The WP fronts a damning piece about the tragedy, a story of the “experts who voiced concerns about lapses in oversight and deferred safety improvements for NASA’s aging fleet of space shuttles.” In April, the Aerospace Safety Advisory Panel warned Congress that NASA’s management had caused some very large safety concerns. NASA disagreed, saying safety was still top priority. The agency’s budget has declined 40 percent in the last decade. Three days ago, the General Accounting Office criticized NASA’s major contractors and accused the space agency of placing “little emphasis on end results [or] product performance.” The LAT says that NASA’s fleet is “aging.” The paper also says that the agency looked into selling Columbia as a commercial venture or parking it permanently at the international space station to be used as an emergency escape vehicle.

President Bush, in an address to the nation, mourned the disaster and its victims, and said, “our journey into space will go on.” The NYT says that after hearing of the accident, Bush’s aides discussed what the president should say to the nation and how it would “affect his efforts to rally public opinion behind a war with Iraq.”

News of American-Iraqi developments gets pushed to the back of the paper. In the WP, Iraq doesn’t appear until the 18th page. The administration is debating how much intelligence Secretary of State Colin Powell should release when he makes the U.S. case against Iraq to the U.N. on Wednesday, the paper reports. The paper also has a new poll, which it says shows support for war growing after Bush’s State of the Union speech. Sixty-six percent now favor military action against Iraq, compared to 57 percent two weeks ago. The WP also carries a short AP report that says Iraq has pledged to use “suicide attackers” against the U.S., in the country and abroad, should Iraq be attacked.

The WP says that the two journalists being held captive by Colombian leftist guerrillas have been freed. Scott Dalton, 34, a photographer from Conroe, Texas, and Ruth Morris, 35, a British citizen who grew up in Los Angeles, were held for 11 days by the National Liberation Army, a group the State Department considers a terrorist organization.
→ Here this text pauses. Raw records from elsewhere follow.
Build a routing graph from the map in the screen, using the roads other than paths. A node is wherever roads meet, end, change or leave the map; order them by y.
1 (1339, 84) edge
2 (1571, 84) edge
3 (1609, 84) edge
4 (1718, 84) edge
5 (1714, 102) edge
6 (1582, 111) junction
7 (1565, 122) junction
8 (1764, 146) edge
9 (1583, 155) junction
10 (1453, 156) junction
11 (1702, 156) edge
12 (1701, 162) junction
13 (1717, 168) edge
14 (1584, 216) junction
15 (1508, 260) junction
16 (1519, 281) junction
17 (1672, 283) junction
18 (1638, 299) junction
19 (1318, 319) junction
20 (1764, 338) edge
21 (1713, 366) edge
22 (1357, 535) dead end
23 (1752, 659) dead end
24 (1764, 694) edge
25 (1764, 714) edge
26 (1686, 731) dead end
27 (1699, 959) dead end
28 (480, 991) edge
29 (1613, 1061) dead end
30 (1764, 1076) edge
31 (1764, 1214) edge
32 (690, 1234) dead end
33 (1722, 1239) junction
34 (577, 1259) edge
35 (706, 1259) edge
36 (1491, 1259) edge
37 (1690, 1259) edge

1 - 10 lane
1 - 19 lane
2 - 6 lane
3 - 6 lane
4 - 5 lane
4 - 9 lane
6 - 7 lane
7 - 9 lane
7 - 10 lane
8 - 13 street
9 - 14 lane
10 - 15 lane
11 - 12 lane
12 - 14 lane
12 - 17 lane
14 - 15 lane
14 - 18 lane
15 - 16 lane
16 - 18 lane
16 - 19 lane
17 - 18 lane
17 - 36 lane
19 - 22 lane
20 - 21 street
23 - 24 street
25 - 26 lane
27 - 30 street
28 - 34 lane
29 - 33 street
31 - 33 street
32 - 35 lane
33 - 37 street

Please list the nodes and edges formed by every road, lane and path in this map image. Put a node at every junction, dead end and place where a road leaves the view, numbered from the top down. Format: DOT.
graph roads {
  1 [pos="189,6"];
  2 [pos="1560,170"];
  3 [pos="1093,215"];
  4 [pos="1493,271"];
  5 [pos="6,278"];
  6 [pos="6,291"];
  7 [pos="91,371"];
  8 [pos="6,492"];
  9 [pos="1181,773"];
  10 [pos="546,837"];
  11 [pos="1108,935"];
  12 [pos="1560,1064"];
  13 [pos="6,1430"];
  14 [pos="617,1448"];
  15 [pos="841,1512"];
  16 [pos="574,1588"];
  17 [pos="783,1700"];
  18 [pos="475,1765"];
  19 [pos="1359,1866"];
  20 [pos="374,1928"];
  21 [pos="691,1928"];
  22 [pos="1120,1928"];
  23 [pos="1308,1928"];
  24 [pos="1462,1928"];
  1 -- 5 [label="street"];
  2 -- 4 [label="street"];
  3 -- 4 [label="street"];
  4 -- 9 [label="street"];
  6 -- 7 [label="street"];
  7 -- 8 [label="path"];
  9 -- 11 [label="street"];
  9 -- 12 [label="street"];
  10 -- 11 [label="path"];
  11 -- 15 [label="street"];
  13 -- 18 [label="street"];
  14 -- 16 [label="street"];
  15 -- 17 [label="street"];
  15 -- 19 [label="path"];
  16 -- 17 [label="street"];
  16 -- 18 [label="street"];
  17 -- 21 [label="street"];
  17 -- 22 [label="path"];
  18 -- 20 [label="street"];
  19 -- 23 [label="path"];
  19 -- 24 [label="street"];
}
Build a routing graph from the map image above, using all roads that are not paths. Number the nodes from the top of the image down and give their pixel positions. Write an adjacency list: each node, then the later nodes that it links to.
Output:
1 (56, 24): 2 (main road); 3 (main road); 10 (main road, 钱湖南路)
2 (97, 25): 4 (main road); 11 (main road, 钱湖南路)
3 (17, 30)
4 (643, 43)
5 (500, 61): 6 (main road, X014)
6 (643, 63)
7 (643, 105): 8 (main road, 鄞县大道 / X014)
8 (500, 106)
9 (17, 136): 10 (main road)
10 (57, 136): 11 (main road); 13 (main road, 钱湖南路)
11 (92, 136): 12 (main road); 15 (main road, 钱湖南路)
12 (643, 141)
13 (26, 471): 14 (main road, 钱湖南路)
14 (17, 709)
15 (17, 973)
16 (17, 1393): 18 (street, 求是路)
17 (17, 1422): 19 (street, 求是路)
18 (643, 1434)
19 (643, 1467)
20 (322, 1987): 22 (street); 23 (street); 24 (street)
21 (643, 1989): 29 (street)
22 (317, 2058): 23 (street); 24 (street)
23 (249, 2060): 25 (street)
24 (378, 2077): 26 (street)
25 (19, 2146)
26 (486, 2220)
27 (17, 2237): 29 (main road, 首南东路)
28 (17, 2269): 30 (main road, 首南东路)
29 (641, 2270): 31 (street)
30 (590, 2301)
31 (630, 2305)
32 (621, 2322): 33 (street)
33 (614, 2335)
Finally, getting back to the Columbia, all the papers include instant-analysis TV critiques. The NYT says in the first four hours that newscasters scrambled to cover the accident, broadcasts were “in turn impressively authoritative and irritatingly improvised and confused.” The WP reports that MSNBC was the only network planning to cover the landing live and “an MSNBC reporter waiting at the Florida landing site was probably the first to tell viewers that communication with the shuttle had been lost.” The LAT says that someone at CNN actually asked this question: “The fact that you saw five pieces and heard five sonic booms, did you realize immediately there was trouble?” But the strangest comment goes to CBS news anchor Dan Rather. The NYT reports that at 11 a.m. Rather took a call from a man who claimed to be an eyewitness. The man said he had found teeth from one of the astronauts and called Rather “an idiot.” CBS cut off the call, and Rather explained that goofballs and crank calls were part of the business.  Rather continued, “I am an idiot, but that is beside the point.”